Ponui Kiwi for Waiheke?
Letter to the editor Gulf News
In regard to the forthcoming talk by the inspirational Paul Ward hosted by Te Korowai o Waiheke, it’s really encouraging to hear of good news on progress at last for reintroduction of North Island brown kiwi to Waiheke.
North Island brown kiwi (Apteryx mantelli) according to DOC, despite best efforts are steadily declining at a rate of 2-3% per year.
As your well researched article notes, I first raised the idea of introducing kiwi to Waiheke when I was chair of the Auckland Regional Council in 2010.
Given that this latest proposal involves a transfer application led by Lady (Jenny) Fenwick, It is heartening to recall the Te Matuku peninsula (with the enthusiastic support of the late Sir Rob) was one the original release sites in the 2010 plan, along with Whakanewha Regional Park. I won’t go into what happened proposal after the demise of the ARC, however the other key element in the plan, and a most important one, was that the birds were to be sourced from Ponui Island. This for a number of good reasons. The kiwi population on Ponui is arguably the most successful in the country, with approximately 2000 kiwi living on the island of 1795 ha. Ponui island at its nearest point is just 1.8 km from Waiheke and 2.8 km from the Te Matuku peninsula.
Ponui kiwi have been the subject of extensive research by Massey University scientists led by Dr Isabel Castro.
Scientific reasons for the transfer, as opposed to the obvious conservation motive, included, to put it simply, to determine whether environment is a key factor in the Ponui kiwi population’s remarkable success or is it their genetics?
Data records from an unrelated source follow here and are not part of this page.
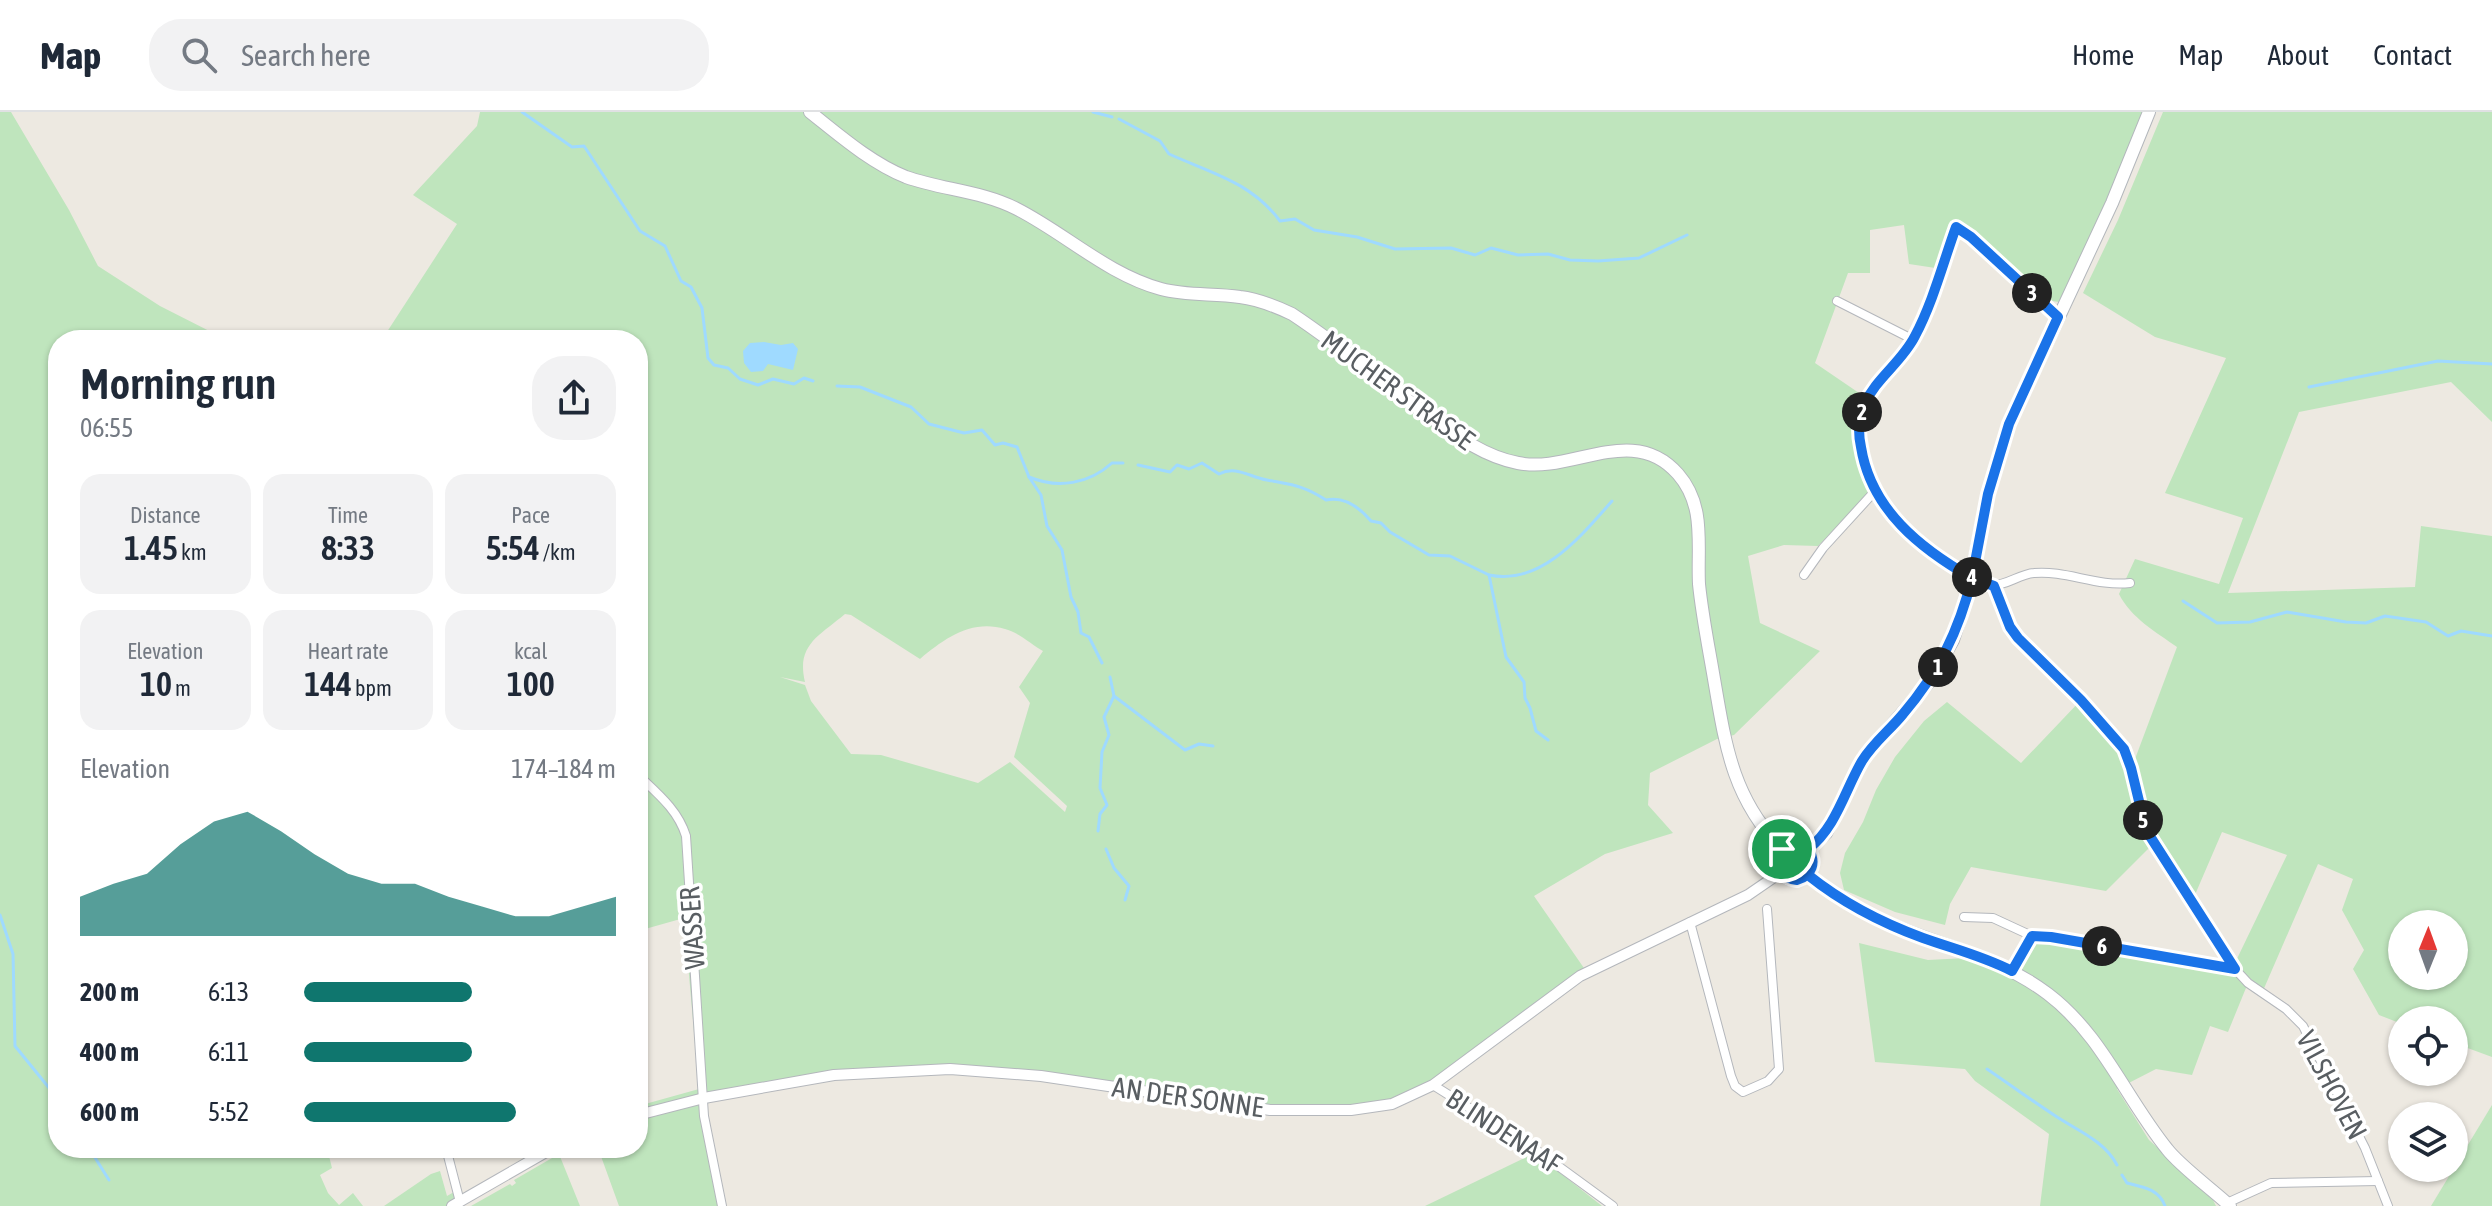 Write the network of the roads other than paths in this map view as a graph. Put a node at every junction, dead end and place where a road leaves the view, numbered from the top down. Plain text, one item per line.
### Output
1 (810, 112) edge
2 (2149, 112) edge
3 (1837, 301) dead end
4 (2058, 317) junction
5 (1914, 340) junction
6 (1875, 491) junction
7 (1804, 575) dead end
8 (1972, 578) junction
9 (2130, 583) dead end
10 (1994, 586) junction
11 (648, 785) edge
12 (1782, 849) junction
13 (1808, 849) junction
14 (1780, 873) junction
15 (1808, 875) junction
16 (1767, 909) dead end
17 (1964, 917) dead end
18 (1690, 922) junction
19 (2032, 936) junction
20 (2235, 969) junction
21 (2012, 971) junction
22 (1433, 1085) junction
23 (704, 1098) junction
24 (648, 1112) edge
25 (448, 1158) edge
26 (536, 1158) edge
27 (2378, 1181) junction
28 (456, 1204) edge
29 (2229, 1204) edge
30 (722, 1206) edge
31 (1613, 1206) edge
32 (2388, 1206) edge

1 - 12 main road, MUCHER STRASSE
2 - 4 main road
3 - 5 street
4 - 5 street
4 - 8 main road
5 - 6 street
6 - 7 street
6 - 8 street
8 - 10 street
8 - 13 main road
9 - 10 street
10 - 20 street, VILSHOVEN
11 - 23 street, WASSER
12 - 13 main road
12 - 14 main road
13 - 15 main road
14 - 15 main road
14 - 18 street, AN DER SONNE
15 - 21 main road
16 - 18 street
17 - 19 street
18 - 22 street, AN DER SONNE
19 - 20 street
19 - 21 street
20 - 27 street, VILSHOVEN
21 - 29 main road
22 - 23 street, AN DER SONNE
22 - 31 street, BLINDENAAF
23 - 24 street, AN DER SONNE
23 - 30 street, WASSER
25 - 28 street
26 - 28 street
27 - 29 street, VILSHOVEN
27 - 32 street, VILSHOVEN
A sort of nature v nurture question.
The final reason, is that Ponui kiwi population is so successful that it is routinely exceeding the island’s carrying capacity. In many years, especially dry ones, kiwi chicks on Ponui die from starvation.
The reason the original transfer process was stopped in its tracks (at least until now) was DOC’s decision that the Ponui kiwi due to their hybrid ancestry; they are descendants of both Northland and Taranaki brown kiwi populations, released on the island by the old NZ Wildlife Service at the request of the Chamberlin family in 1963/64; had, according to DOC “no future conservation value” with “no genetic value whatsoever for use in restoration” .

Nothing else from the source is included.